From keyword research to keyword generation
As usual with my AI-powered SEO experiments, I started with a concrete use-case. One of our strongest publishers in the tech sector was asking us new unexplored search intents to invest on with articles and how to guides. Search marketers, copywriters and SEOs, in the last 20 years have been scouting for the right keyword to connect with their audience. While there is a large number of available tools for doing keyword research I thought, wouldn’t it be better if our client could have a smart auto-complete to generate any number of keywords in their semantic domain, instead than keyword data generated by us? The way a search intent (or query) can be generated, I also thought, is also quite similar to the way a title could be suggested during the editing phase of an article. And titles (or SEO titles), with a trained language model that takes into account what people search, could help us find the audience we’re looking for in a simpler way.
|Jump directly to the code: Interactive textgenrnn Demo w/ GPU for keyword generation|
The unfair advantage of Recurrent Neural Networks
What makes an RNNs “more intelligent” when compared to feed-forward networks, is that rather than working on a fixed number of steps they compute sequences of vectors. They are not limited to process only the current input, but also everything that they have perceived previously in time.
This characteristic makes them particularly efficient in processing human language (a sequence of letters, words, sentences, and paragraphs) as well as music (a sequence of notes, measures, and phrases) or videos (a sequence of images).
Here above you can see the difference between a recurrent neural network and a feed-forward neural network. Basically, RNNs have a short-memory that allow them to store the information processed by the previous layers. The hidden state is looped back as part of the input.

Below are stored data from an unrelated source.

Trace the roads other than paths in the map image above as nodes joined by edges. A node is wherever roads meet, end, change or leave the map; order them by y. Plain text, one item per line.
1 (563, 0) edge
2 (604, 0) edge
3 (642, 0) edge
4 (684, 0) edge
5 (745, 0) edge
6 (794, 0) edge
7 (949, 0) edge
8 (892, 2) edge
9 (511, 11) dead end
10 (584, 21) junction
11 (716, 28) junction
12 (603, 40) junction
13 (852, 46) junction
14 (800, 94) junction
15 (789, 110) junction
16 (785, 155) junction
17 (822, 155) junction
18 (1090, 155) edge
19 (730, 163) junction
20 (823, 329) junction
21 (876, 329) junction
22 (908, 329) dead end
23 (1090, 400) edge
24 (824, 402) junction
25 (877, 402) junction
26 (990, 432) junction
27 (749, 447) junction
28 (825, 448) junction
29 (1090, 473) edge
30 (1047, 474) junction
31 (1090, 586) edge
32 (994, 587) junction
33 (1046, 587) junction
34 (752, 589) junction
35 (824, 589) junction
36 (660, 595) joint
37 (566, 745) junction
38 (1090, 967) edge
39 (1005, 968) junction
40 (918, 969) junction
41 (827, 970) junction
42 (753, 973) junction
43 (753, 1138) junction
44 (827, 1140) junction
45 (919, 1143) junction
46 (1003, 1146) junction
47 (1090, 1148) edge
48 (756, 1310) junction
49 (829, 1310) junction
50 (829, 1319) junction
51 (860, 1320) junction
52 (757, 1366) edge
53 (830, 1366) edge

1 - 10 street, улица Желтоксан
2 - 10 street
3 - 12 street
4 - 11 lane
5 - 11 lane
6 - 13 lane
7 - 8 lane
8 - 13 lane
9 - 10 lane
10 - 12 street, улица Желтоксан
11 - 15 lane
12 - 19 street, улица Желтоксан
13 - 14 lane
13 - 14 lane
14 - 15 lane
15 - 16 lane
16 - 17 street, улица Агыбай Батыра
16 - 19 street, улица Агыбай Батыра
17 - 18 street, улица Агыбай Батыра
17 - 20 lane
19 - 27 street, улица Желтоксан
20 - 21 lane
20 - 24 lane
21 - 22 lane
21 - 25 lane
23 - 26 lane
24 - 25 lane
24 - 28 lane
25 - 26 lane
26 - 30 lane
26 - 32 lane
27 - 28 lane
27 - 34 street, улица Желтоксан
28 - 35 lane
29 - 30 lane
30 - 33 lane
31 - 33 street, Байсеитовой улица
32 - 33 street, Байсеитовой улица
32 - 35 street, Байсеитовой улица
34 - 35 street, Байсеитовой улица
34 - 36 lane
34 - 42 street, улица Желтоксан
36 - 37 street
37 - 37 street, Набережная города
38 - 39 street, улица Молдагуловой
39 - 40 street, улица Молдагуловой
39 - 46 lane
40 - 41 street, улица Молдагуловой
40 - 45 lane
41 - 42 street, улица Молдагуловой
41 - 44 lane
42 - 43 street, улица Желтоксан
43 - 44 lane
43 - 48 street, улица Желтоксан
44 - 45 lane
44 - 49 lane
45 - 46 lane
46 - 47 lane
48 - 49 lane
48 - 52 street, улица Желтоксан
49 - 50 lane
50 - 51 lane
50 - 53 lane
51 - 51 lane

LSTMs are an extension of RNNs whose goal is to “prolong” or “extend” this internal memory – hence allowing them to remember previous words, previous sentences or any other value from the beginning of a long sequence.
Imagine a long article where I explained that I am Italian at the beginning of it and then this information is followed by other let’s say 2.000 words. An LSTM is designed in such a way that it can “recall” that piece of information while processing the last sentence of the article and use it to infer, for example, that I speak Italian. A common LSTM cell is made of an input gate, an output gate and a forget gate. The cell remembers values over a time interval and the three gates regulate the flow of information into and out of the cell much like a mini neural network. In this way, LSTMs can overcome the vanishing gradient problem of traditional RNNs.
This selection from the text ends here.